To convert bytes into Unicode, you need to know the corresponding character encoding and call bytes.decode:
>>> b'\xd1\x91'.decode('utf-8')
u'\u0451'
The encoding depends on the data source. It can be anything e.g., if the data comes from a web page; see A good way to get the charset/encoding of an HTTP response in Python
Don't use non-ascii characters in a bytes literal (it is explicitly forbidden in Python 3). Add from __future__ import unicode_literals to treat all "abc" literals as Unicode literals.
Note: a single user-perceived character may span several Unicode codepoints e.g.:
>>> print(u'\u0435\u0308')
ё

How to convert a unicode character representation from string to unicode in python?

Ok I've found a lot of threads about how to convert a string from something like "/xe3" to "ã" but how the hell am I supposed to do it the other way around?
My concrete problem: I am using an API and everything works great except I provide some strings which then result in a json object. The result is sorted after the names (strings) I provided however they are returned as their unicode representation and as json APIs always work in pure strings. So all I need is a way to get from "ã" to "/xe3" but it can't for the love of god get it to work.
Every type of encoding or decoding I try either defaults back to a normal string, a string without that character, a string with a plain A or an unicode error that ascii can't decode it. (<- this was due to a horrible shell setup. Yay for old me.)
All I want is the plain encoded string!
(yea no not at all past me. All you want is the unicode representation of a character as string)
PS: All in python if that wasn't obvious from the title already.
Edit: Even though this is quite old I wanted to update this to not completely embarrass myself in the future.
The issue was an API which provided unicode representations of characters as string as a response. All I wanted to do was checking if they are the same however I had major issues getting python to interpret the string as unicode especially since those characters were just some inside of a longer text partially with backslashes.
This did help but I just stumbled across this horribly written question and just couldn't leave it like that.

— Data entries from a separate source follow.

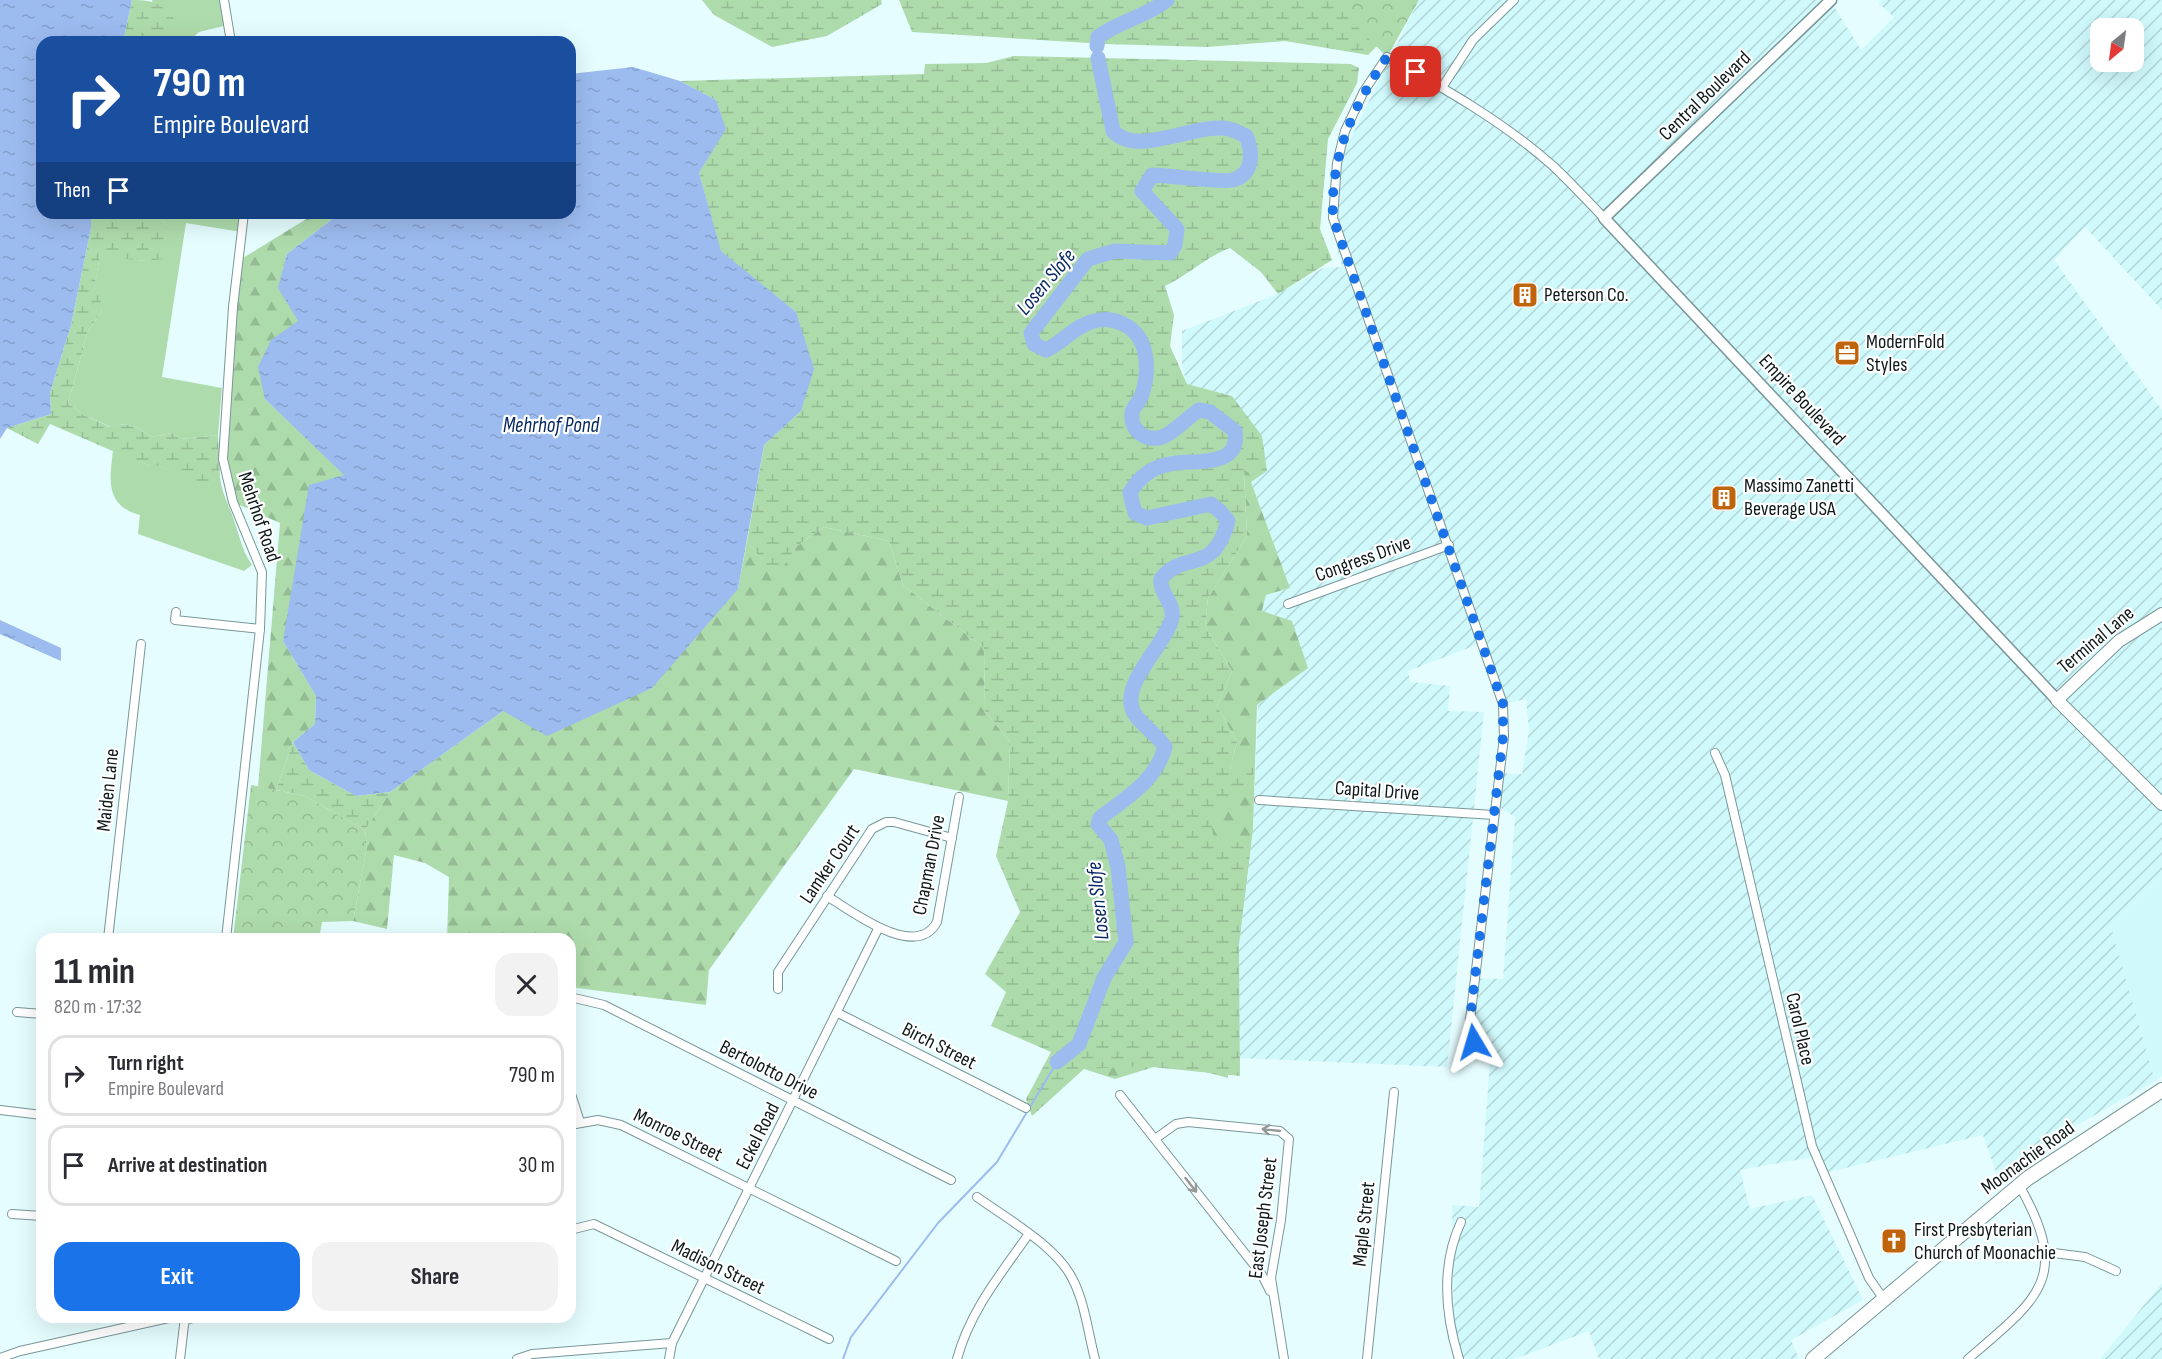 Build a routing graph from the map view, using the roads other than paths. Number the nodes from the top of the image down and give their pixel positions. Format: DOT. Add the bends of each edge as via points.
graph roads {
  1 [pos="224,0"];
  2 [pos="1515,0"];
  3 [pos="1831,0"];
  4 [pos="230,36"];
  5 [pos="1443,86"];
  6 [pos="1604,218"];
  7 [pos="242,219"];
  8 [pos="1449,545"];
  9 [pos="1288,604"];
  10 [pos="176,612"];
  11 [pos="2162,614"];
  12 [pos="260,628"];
  13 [pos="141,644"];
  14 [pos="2057,700"];
  15 [pos="1715,753"];
  16 [pos="959,797"];
  17 [pos="1259,800"];
  18 [pos="2162,804"];
  19 [pos="1494,815"];
  20 [pos="952,838"];
  21 [pos="828,896"];
  22 [pos="878,929"];
  23 [pos="109,933"];
  24 [pos="227,933"];
  25 [pos="778,989"];
  26 [pos="576,998"];
  27 [pos="17,1012"];
  28 [pos="838,1013"];
  29 [pos="36,1014"];
  30 [pos="1474,1042"];
  31 [pos="2162,1089"];
  32 [pos="1394,1092"];
  33 [pos="1120,1095"];
  34 [pos="794,1101"];
  35 [pos="1026,1108"];
  36 [pos="0,1110"];
  37 [pos="576,1110"];
  38 [pos="36,1114"];
  39 [pos="580,1122"];
  40 [pos="576,1123"];
  41 [pos="1155,1139"];
  42 [pos="951,1180"];
  43 [pos="2019,1185"];
  44 [pos="750,1188"];
  45 [pos="977,1197"];
  46 [pos="12,1214"];
  47 [pos="36,1216"];
  48 [pos="1461,1222"];
  49 [pos="576,1228"];
  50 [pos="1028,1235"];
  51 [pos="2046,1252"];
  52 [pos="896,1261"];
  53 [pos="2116,1271"];
  54 [pos="705,1278"];
  55 [pos="1273,1300"];
  56 [pos="1885,1301"];
  57 [pos="146,1323"];
  58 [pos="184,1323"];
  59 [pos="829,1339"];
  60 [pos="672,1343"];
  61 [pos="0,1358"];
  62 [pos="180,1359"];
  63 [pos="517,1359"];
  64 [pos="669,1359"];
  65 [pos="957,1359"];
  66 [pos="1095,1359"];
  67 [pos="1284,1359"];
  68 [pos="1367,1359"];
  69 [pos="1459,1359"];
  70 [pos="1813,1359"];
  71 [pos="1968,1359"];
  1 -- 4 [label="street"];
  2 -- 5 [label="street" via="1473,40"];
  3 -- 6 [label="street, Central Boulevard"];
  5 -- 6 [label="street, Empire Boulevard" via="1552,166"];
  5 -- 8 [label="street, Empire Boulevard" via="1387,57 1364,91 1345,131 1337,163 1333,218"];
  6 -- 14 [label="street, Empire Boulevard"];
  7 -- 12 [label="street, Mehrhof Road" via="223,459 233,502 262,572"];
  8 -- 9 [label="street, Congress Drive"];
  8 -- 19 [label="street" via="1503,704"];
  10 -- 12 [label="street" via="175,620"];
  11 -- 14 [label="main road, Terminal Lane" via="2119,641"];
  12 -- 24 [label="street, Mehrhof Road"];
  13 -- 23 [label="street, Maiden Lane"];
  14 -- 18 [label="main road, Empire Boulevard"];
  15 -- 56 [label="street, Carol Place" via="1725,775 1812,1146 1869,1278"];
  16 -- 20 [label="street, Chapman Drive"];
  17 -- 19 [label="street, Capital Drive"];
  19 -- 30 [label="street" via="1470,1020"];
  20 -- 21 [label="street, Lamker Court" via="894,822 878,824"];
  20 -- 22 [label="street, Chapman Drive" via="934,928 916,937"];
  21 -- 22 [label="street, Chapman Drive"];
  21 -- 25 [label="street, Lamker Court" via="778,972"];
  22 -- 28 [label="street, Eckel Road"];
  26 -- 34 [label="street, Bertolotto Drive" via="604,1005"];
  27 -- 29 [label="street"];
  28 -- 34 [label="street, Eckel Road"];
  28 -- 35 [label="street, Birch Street"];
  31 -- 43 [label="main road, Moonachie Road"];
  32 -- 68 [label="street, Maple Street"];
  33 -- 41 [label="street, East Joseph Street"];
  34 -- 42 [label="street, Bertolotto Drive"];
  34 -- 44 [label="street, Eckel Road"];
  36 -- 38 [label="street"];
  37 -- 39 [label="street"];
  39 -- 40 [label="street, Monroe Street"];
  39 -- 44 [label="street, Monroe Street" via="598,1120 621,1125"];
  41 -- 55 [label="street, East Joseph Street, one-way" via="1262,1275"];
  55 -- 41 [label="street, East Joseph Street, one-way" via="1271,1278 1281,1220 1287,1134 1188,1122 1176,1124"];
  43 -- 51 [label="street" via="2038,1217"];
  43 -- 56 [label="main road, Moonachie Road"];
  44 -- 52 [label="street, Monroe Street"];
  44 -- 54 [label="street, Eckel Road"];
  45 -- 50 [label="street"];
  46 -- 47 [label="street"];
  48 -- 69 [label="street" via="1451,1244 1446,1288"];
  49 -- 54 [label="street, Madison Street" via="594,1224"];
  50 -- 65 [label="street" via="977,1307"];
  50 -- 66 [label="street" via="1058,1258 1072,1277"];
  51 -- 53 [label="street" via="2085,1257"];
  51 -- 71 [label="street" via="2043,1276 2031,1302"];
  54 -- 59 [label="street, Madison Street"];
  54 -- 60 [label="street, Eckel Road"];
  55 -- 67 [label="street, East Joseph Street"];
  56 -- 70 [label="main road, Moonachie Road"];
  57 -- 61 [label="street"];
  58 -- 62 [label="street"];
  60 -- 63 [label="street" via="532,1354"];
  60 -- 64 [label="street, Eckel Road"];
}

"\xe3" in python is a string literal that represents a single byte with value 227:
>>> print len("\xe3")
1
>>> print ord("\xe3")
227
This single byte represents the 'ã' character in the latin-1 encoding (http://en.wikipedia.org/wiki/ISO/IEC_8859-1).
"ã" in python is a string literal consisting of two bytes: 0xC3, 0xA3 (195, 163):
>>> print len("ã")
2
>>> print ord("ã"[0])
195
>>> print ord("ã"[1])
163
This byte sequence is the UTF-8 encoding of the character "ã".
So, to go from "ã" in python to "\xe3", you first need to decode the utf-8 byte sequence into a python unicode string:
>>> "ã".decode("utf-8")
u'\xe3'
Now, you can take that unicode string and encode it however you like (e.g. into latin-1):
>>> "ã".decode("utf-8").encode("latin-1")
'\xe3'

Please read http://www.joelonsoftware.com/articles/Unicode.html . You should realize tehre is no such a thing as "a plain encoded string". There is "an encoded string in a given text encoding". So you are really in need to understand the better the concepts of Unicode.
Among other things, this is plain wrong: "The result is sorted after the names (strings) I provided however they are returned in encoded form." JSON uses Unicode, so you get the string in a decoded form.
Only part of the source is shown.